Material for this task below:

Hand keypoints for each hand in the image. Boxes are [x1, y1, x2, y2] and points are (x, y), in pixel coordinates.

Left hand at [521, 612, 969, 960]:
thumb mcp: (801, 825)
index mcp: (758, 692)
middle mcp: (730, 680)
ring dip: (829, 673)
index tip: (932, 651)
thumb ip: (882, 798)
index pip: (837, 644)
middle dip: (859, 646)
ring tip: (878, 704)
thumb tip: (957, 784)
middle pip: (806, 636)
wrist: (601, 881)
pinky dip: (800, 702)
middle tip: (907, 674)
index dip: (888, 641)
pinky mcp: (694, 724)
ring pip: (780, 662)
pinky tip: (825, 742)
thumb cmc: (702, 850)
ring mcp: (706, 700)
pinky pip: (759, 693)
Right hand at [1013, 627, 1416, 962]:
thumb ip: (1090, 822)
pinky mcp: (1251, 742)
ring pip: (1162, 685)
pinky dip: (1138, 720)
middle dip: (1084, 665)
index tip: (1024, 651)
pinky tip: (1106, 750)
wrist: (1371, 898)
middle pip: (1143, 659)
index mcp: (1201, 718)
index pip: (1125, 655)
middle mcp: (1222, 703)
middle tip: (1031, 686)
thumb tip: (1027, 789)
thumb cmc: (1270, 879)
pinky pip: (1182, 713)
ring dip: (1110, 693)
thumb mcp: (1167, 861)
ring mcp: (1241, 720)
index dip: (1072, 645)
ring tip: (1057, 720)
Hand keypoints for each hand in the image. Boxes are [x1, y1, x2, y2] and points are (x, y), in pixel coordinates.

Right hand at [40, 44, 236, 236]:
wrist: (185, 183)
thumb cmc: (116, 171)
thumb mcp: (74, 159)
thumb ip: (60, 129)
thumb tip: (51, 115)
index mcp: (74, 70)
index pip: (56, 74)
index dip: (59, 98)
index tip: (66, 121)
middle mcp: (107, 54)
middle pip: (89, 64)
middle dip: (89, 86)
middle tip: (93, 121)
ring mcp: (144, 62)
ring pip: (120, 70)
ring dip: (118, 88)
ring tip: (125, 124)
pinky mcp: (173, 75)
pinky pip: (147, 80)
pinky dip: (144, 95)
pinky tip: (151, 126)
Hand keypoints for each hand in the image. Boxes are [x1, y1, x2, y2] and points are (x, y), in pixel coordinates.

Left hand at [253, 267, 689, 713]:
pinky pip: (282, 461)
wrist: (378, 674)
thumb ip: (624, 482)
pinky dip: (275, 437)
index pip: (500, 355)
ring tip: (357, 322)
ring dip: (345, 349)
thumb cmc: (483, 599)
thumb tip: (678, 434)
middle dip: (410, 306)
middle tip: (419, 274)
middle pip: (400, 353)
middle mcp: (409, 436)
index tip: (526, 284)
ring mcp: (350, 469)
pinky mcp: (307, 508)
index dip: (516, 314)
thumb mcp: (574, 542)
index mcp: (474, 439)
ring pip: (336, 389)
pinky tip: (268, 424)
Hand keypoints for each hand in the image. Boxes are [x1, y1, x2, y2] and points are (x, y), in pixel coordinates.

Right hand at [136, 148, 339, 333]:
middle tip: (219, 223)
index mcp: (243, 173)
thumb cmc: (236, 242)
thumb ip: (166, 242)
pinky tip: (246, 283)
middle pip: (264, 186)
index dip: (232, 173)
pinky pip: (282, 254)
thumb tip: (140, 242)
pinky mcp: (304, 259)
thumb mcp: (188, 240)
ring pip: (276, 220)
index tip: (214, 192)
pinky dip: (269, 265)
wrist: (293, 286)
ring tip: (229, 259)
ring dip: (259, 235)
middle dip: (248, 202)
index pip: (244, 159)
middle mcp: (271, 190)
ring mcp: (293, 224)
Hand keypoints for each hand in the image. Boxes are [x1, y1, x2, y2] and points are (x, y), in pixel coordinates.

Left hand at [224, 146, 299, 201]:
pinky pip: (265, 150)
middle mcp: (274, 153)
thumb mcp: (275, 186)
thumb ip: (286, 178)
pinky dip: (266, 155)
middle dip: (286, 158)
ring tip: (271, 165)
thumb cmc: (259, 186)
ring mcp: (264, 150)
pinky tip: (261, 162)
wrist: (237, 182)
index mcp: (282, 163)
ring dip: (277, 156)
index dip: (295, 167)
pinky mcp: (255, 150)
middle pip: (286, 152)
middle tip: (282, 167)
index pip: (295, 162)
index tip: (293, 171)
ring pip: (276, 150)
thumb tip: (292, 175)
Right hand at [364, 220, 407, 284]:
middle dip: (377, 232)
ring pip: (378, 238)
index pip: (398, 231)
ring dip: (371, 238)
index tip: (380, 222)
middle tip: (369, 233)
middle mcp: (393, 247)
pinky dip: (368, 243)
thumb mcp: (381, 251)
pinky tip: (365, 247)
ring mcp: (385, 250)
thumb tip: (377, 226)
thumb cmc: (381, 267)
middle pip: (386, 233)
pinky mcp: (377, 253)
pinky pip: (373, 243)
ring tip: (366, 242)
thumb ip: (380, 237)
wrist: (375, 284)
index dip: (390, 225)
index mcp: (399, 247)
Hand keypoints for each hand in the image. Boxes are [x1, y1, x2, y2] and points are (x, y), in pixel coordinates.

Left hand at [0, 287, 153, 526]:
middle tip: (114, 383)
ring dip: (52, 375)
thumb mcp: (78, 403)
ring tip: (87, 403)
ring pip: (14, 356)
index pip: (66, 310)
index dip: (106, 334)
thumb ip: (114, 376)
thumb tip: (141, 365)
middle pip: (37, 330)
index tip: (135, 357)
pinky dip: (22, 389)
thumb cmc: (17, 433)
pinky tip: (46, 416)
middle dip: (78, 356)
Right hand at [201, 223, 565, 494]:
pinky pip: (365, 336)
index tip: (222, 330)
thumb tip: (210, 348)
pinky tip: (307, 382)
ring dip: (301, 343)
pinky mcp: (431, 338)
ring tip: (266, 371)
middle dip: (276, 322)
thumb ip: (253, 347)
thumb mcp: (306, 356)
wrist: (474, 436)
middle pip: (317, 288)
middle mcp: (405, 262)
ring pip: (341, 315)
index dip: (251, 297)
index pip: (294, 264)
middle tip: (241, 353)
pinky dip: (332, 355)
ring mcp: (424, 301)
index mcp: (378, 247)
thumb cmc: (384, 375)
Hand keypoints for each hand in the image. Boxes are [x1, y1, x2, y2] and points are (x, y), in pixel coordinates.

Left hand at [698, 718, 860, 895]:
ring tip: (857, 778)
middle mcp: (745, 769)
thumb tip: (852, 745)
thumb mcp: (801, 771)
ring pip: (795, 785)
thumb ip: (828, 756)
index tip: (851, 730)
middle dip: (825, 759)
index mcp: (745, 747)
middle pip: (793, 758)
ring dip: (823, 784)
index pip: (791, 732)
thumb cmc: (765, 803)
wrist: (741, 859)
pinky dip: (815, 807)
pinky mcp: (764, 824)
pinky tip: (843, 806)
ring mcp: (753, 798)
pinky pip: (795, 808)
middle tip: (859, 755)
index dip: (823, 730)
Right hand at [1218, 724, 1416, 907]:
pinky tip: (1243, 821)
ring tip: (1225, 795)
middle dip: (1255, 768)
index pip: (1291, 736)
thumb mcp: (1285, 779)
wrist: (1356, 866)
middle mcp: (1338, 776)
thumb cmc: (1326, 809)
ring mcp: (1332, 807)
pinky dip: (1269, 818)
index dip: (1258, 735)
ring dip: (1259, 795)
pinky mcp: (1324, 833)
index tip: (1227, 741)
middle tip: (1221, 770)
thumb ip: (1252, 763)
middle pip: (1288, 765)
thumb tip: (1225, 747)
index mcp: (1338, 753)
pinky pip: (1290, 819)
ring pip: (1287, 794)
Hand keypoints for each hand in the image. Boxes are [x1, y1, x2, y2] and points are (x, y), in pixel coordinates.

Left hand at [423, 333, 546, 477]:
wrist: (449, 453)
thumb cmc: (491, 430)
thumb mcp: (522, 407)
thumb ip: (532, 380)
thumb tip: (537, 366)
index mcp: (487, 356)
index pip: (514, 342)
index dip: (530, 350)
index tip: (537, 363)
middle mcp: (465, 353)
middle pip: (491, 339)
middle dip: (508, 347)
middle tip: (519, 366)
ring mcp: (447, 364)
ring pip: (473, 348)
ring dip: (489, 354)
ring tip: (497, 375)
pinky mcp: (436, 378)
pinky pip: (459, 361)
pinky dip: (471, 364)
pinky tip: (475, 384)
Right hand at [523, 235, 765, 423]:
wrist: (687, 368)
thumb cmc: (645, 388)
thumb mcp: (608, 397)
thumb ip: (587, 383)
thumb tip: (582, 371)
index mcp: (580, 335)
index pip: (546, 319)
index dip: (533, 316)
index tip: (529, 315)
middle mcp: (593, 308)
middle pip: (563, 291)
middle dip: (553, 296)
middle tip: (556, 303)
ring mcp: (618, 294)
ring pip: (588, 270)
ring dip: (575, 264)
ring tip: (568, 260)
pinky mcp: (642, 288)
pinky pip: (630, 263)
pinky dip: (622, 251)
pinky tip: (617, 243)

End of Material for this task.

Task brief = Within the listing above, give again exactly every line from the line with "thumb ip: (1252, 763)" through the line with "ring dip: (575, 264)", both included, and no other line.

Your solution =
thumb ip: (1252, 763)
middle pip: (1288, 765)
thumb tip: (1225, 747)
index mcp: (1338, 753)
pinky pip: (1290, 819)
ring pip: (1287, 794)
Hand keypoints for each hand in the image. Boxes are [x1, y1, x2, y2] and points are (x, y), in pixel coordinates.

Left hand at [423, 333, 546, 477]:
wrist: (449, 453)
thumb cmc: (491, 430)
thumb mcp: (522, 407)
thumb ip: (532, 380)
thumb tip: (537, 366)
index mcp: (487, 356)
index pip: (514, 342)
index dip: (530, 350)
index tip: (537, 363)
middle mcp: (465, 353)
middle pip: (491, 339)
middle dip: (508, 347)
middle tip: (519, 366)
ring mcp: (447, 364)
ring pip: (473, 348)
ring dip: (489, 354)
ring tip: (497, 375)
pinky mcp: (436, 378)
pinky pip: (459, 361)
pinky dip: (471, 364)
pinky tip: (475, 384)
Right hand at [523, 235, 765, 423]:
wrist: (687, 368)
thumb cmc: (645, 388)
thumb mcp: (608, 397)
thumb ip: (587, 383)
thumb tip: (582, 371)
index mcp: (580, 335)
index pip: (546, 319)
index dip: (533, 316)
index tip: (529, 315)
middle mcp: (593, 308)
middle pip: (563, 291)
middle dip: (553, 296)
middle tip: (556, 303)
ring mcp: (618, 294)
ring pip: (588, 270)
ring dip: (575, 264)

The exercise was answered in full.